Exercise directions → Each record below needs to be written out exactly as it reads.

Record set →
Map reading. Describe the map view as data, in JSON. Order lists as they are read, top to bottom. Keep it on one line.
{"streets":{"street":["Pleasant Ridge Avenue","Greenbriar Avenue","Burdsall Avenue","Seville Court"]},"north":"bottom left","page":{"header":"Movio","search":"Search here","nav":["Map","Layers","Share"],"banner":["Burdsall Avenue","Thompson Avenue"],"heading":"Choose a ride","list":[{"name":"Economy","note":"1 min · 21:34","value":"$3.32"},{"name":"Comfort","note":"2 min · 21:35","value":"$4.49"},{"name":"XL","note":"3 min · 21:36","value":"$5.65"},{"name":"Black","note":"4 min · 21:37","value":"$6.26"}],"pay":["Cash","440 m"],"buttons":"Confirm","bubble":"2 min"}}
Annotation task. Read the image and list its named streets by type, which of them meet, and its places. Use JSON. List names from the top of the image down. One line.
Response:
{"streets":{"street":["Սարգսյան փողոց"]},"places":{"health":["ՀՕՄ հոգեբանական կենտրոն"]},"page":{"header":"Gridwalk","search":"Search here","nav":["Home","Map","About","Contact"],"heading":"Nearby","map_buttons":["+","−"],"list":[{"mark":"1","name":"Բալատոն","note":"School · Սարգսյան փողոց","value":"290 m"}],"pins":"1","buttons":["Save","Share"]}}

Answer to the problem →
Map reading. Describe the map view as data, in JSON. Order lists as they are read, top to bottom. Keep it on one line.
{"streets":{"street":["Pleasant Ridge Avenue","Greenbriar Avenue","Burdsall Avenue","Seville Court"]},"north":"bottom left","page":{"header":"Movio","search":"Search here","nav":["Map","Layers","Share"],"banner":["Burdsall Avenue","Thompson Avenue"],"heading":"Choose a ride","list":[{"name":"Economy","note":"1 min · 21:34","value":"$3.32"},{"name":"Comfort","note":"2 min · 21:35","value":"$4.49"},{"name":"XL","note":"3 min · 21:36","value":"$5.65"},{"name":"Black","note":"4 min · 21:37","value":"$6.26"}],"pay":["Cash","440 m"],"buttons":"Confirm","bubble":"2 min"}}
Annotation task. Read the image and list its named streets by type, which of them meet, and its places. Use JSON. List names from the top of the image down. One line.
Response:
{"streets":{"street":["Սարգսյան փողոց"]},"places":{"health":["ՀՕՄ հոգեբանական կենտրոն"]},"page":{"header":"Gridwalk","search":"Search here","nav":["Home","Map","About","Contact"],"heading":"Nearby","map_buttons":["+","−"],"list":[{"mark":"1","name":"Բալատոն","note":"School · Սարգսյան փողոց","value":"290 m"}],"pins":"1","buttons":["Save","Share"]}}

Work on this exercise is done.